“The Colored Museum,” the Yale Dramatic Association’s second production of the fall season, opens Thursday in the Iseman Theater.

The experimental play by American playwright George C. Wolfe uses satire to convey the experience of being black in America, according to an official description provided by the Dramat’s website. Composed of 11 sketches or “exhibitions,” the production aims to showcase different images and ideas of what black identity seems to be, director Alexis Payne ’19 said.

“I’ve been looking at the ways in which stereotypes affect mass culture and the media, and how nothing is ever as it seems in terms of those images,” Payne said.

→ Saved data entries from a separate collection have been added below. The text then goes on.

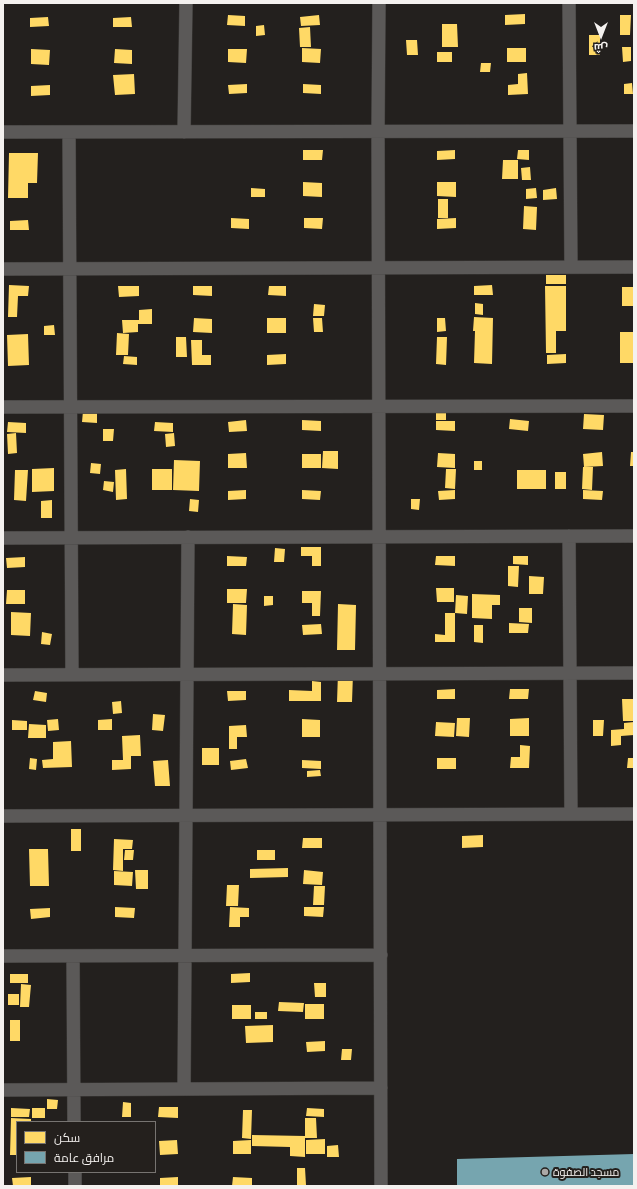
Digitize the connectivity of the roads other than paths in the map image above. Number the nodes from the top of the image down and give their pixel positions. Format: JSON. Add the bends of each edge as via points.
{"nodes":[{"id":1,"x":186,"y":3,"type":"edge"},
{"id":2,"x":379,"y":3,"type":"edge"},
{"id":3,"x":569,"y":3,"type":"edge"},
{"id":4,"x":378,"y":131,"type":"junction"},
{"id":5,"x":570,"y":131,"type":"junction"},
{"id":6,"x":634,"y":131,"type":"edge"},
{"id":7,"x":3,"y":132,"type":"edge"},
{"id":8,"x":69,"y":132,"type":"junction"},
{"id":9,"x":184,"y":132,"type":"junction"},
{"id":10,"x":571,"y":267,"type":"junction"},
{"id":11,"x":634,"y":267,"type":"edge"},
{"id":12,"x":70,"y":268,"type":"junction"},
{"id":13,"x":378,"y":268,"type":"junction"},
{"id":14,"x":3,"y":269,"type":"edge"},
{"id":15,"x":379,"y":406,"type":"junction"},
{"id":16,"x":634,"y":406,"type":"edge"},
{"id":17,"x":3,"y":407,"type":"edge"},
{"id":18,"x":71,"y":407,"type":"junction"},
{"id":19,"x":569,"y":536,"type":"junction"},
{"id":20,"x":634,"y":536,"type":"edge"},
{"id":21,"x":188,"y":537,"type":"junction"},
{"id":22,"x":379,"y":537,"type":"junction"},
{"id":23,"x":3,"y":538,"type":"edge"},
{"id":24,"x":71,"y":538,"type":"junction"},
{"id":25,"x":380,"y":673,"type":"junction"},
{"id":26,"x":570,"y":673,"type":"junction"},
{"id":27,"x":634,"y":673,"type":"edge"},
{"id":28,"x":3,"y":674,"type":"edge"},
{"id":29,"x":72,"y":674,"type":"junction"},
{"id":30,"x":187,"y":674,"type":"junction"},
{"id":31,"x":571,"y":814,"type":"junction"},
{"id":32,"x":634,"y":814,"type":"edge"},
{"id":33,"x":186,"y":815,"type":"junction"},
{"id":34,"x":380,"y":815,"type":"junction"},
{"id":35,"x":3,"y":816,"type":"edge"},
{"id":36,"x":381,"y":955,"type":"junction"},
{"id":37,"x":3,"y":956,"type":"edge"},
{"id":38,"x":74,"y":956,"type":"junction"},
{"id":39,"x":185,"y":956,"type":"junction"},
{"id":40,"x":381,"y":1088,"type":"junction"},
{"id":41,"x":74,"y":1089,"type":"junction"},
{"id":42,"x":184,"y":1089,"type":"junction"},
{"id":43,"x":3,"y":1090,"type":"edge"},
{"id":44,"x":74,"y":1121,"type":"edge"},
{"id":45,"x":75,"y":1173,"type":"edge"},
{"id":46,"x":75,"y":1186,"type":"edge"},
{"id":47,"x":381,"y":1186,"type":"edge"}],
"edges":[{"from":1,"to":9,"type":"street"},
{"from":2,"to":4,"type":"street"},
{"from":3,"to":5,"type":"street"},
{"from":4,"to":5,"type":"street"},
{"from":4,"to":9,"type":"street"},
{"from":4,"to":13,"type":"street"},
{"from":5,"to":6,"type":"street"},
{"from":5,"to":10,"type":"street"},
{"from":7,"to":8,"type":"street"},
{"from":8,"to":9,"type":"street"},
{"from":8,"to":12,"type":"street"},
{"from":10,"to":11,"type":"street"},
{"from":10,"to":13,"type":"street"},
{"from":12,"to":13,"type":"street"},
{"from":12,"to":14,"type":"street"},
{"from":12,"to":18,"type":"street"},
{"from":13,"to":15,"type":"street"},
{"from":15,"to":16,"type":"street"},
{"from":15,"to":18,"type":"street"},
{"from":15,"to":22,"type":"street"},
{"from":17,"to":18,"type":"street"},
{"from":18,"to":24,"type":"street"},
{"from":19,"to":20,"type":"street"},
{"from":19,"to":22,"type":"street"},
{"from":19,"to":26,"type":"street"},
{"from":21,"to":22,"type":"street"},
{"from":21,"to":24,"type":"street"},
{"from":21,"to":30,"type":"street"},
{"from":22,"to":25,"type":"street"},
{"from":23,"to":24,"type":"street"},
{"from":24,"to":29,"type":"street"},
{"from":25,"to":26,"type":"street"},
{"from":25,"to":30,"type":"street"},
{"from":25,"to":34,"type":"street"},
{"from":26,"to":27,"type":"street"},
{"from":26,"to":31,"type":"street"},
{"from":28,"to":29,"type":"street"},
{"from":29,"to":30,"type":"street"},
{"from":30,"to":33,"type":"street"},
{"from":31,"to":32,"type":"street"},
{"from":31,"to":34,"type":"street"},
{"from":33,"to":34,"type":"street"},
{"from":33,"to":35,"type":"street"},
{"from":33,"to":39,"type":"street"},
{"from":34,"to":36,"type":"street"},
{"from":36,"to":39,"type":"street"},
{"from":36,"to":40,"type":"street"},
{"from":37,"to":38,"type":"street"},
{"from":38,"to":39,"type":"street"},
{"from":38,"to":41,"type":"street"},
{"from":39,"to":42,"type":"street"},
{"from":40,"to":42,"type":"street"},
{"from":40,"to":47,"type":"street"},
{"from":41,"to":42,"type":"street"},
{"from":41,"to":43,"type":"street"},
{"from":41,"to":44,"type":"street"},
{"from":45,"to":46,"type":"street"}]}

Payne and the cast conducted a significant amount of research on the production, which first premiered in 1986, before rehearsals even began. Branson Rideaux ’20, an actor in the Dramat’s rendition, noted the amount of time he and cast members spent around a table discussing the culture that had influenced the script. He said cast members realized during their research that the stereotypes satirized in “The Colored Museum” found their roots in blackface minstrelsy — a 19th-century variety act during which white people would wear blackface to portray black characters.

Payne said that at moments, looking through historical archives and working with the difficult material presented by the production was “painful.” The process, however, was ultimately full of “laughter and joy,” because she and the cast sought to figure out what made the show funny. She added that the cast found more precise motives for their characters through their research, which has made their acting choices more deliberate.

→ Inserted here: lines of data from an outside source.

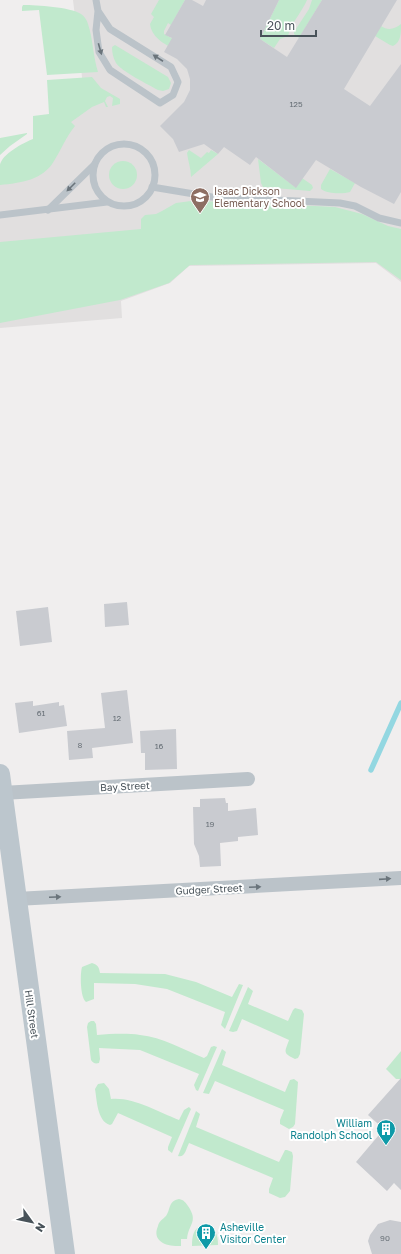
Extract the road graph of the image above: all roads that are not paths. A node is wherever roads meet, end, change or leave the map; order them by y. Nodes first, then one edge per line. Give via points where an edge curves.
1 (96, 0) edge
2 (98, 11) junction
3 (94, 165) junction
4 (152, 187) junction
5 (107, 202) junction
6 (48, 210) junction
7 (0, 215) edge
8 (401, 223) edge
9 (248, 779) dead end
10 (1, 784) edge
11 (401, 878) edge
12 (16, 899) junction
13 (65, 1254) edge

1 - 2 lane
2 -> 2 lane via 96,30 99,52 110,70 160,102 173,95 178,82 171,66 110,29
3 - 4 lane via 107,149 125,144 135,146 144,151 154,167
3 - 5 lane via 94,186
3 -> 6 lane
4 - 5 lane via 147,197 128,207
4 - 8 lane via 212,197 340,203
5 - 6 lane
6 - 7 lane
9 - 10 street, Bay Street
10 - 12 street, Hill Street
12 -> 11 street, Gudger Street
12 - 13 street, Hill Street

While there are funny moments throughout “The Colored Museum,” the play also raises serious questions about characters breaking away from the identity imposed on them by mainstream culture.

“It is a funny [play] until it’s not,” co-producer Declan Kunkel ’19 said.

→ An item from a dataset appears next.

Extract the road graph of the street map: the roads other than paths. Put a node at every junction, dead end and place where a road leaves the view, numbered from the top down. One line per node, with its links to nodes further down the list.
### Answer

Kunkel added that he believed Wolfe should have a greater presence in the Yale theater scene.

Although “The Colored Museum” premiered 30 years ago, the production team holds that the issues within the play remain relevant today.

“Most of the stereotypes are mostly still there,” Rideaux said, “but we don’t realize that they are stereotypes anymore.”

“The Colored Museum” is being marketed to an audience broader than the Yale community, Payne said. While the Dramat typically requires audience members to purchase tickets for its shows, half of the tickets to the Saturday night performance will be sold on a pay-what–you-can basis at the door. This policy is meant to draw in an audience from the New Haven community who are not affiliated with Yale. The show’s entire cast and production team has been doing outreach by going into the community in person to attract a more diverse audience, Payne said. She added that she thinks this outreach will be more effective than hanging posters because it humanizes the production.

Kunkel said producing “The Colored Museum” at Yale is significant because the undergraduate theater community often does not put up plays that “tackle big issues.”

“I want the people who are coming to the show to think about who put these characters here and who is in charge of this museum,” Payne said. “These characters were not asked to come here voluntarily or put up their bodies for this performance.”

The production will feature post-show discussions after the Thursday night and Saturday matinee performances. Danielle Bainbridge GRD ’18 will lead the discussion on Thursday, and Daphne Brooks, a professor in the African American Studies Department, will lead Saturday’s discussion.

The Yale Repertory Theatre produced “The Colored Museum” in 1992.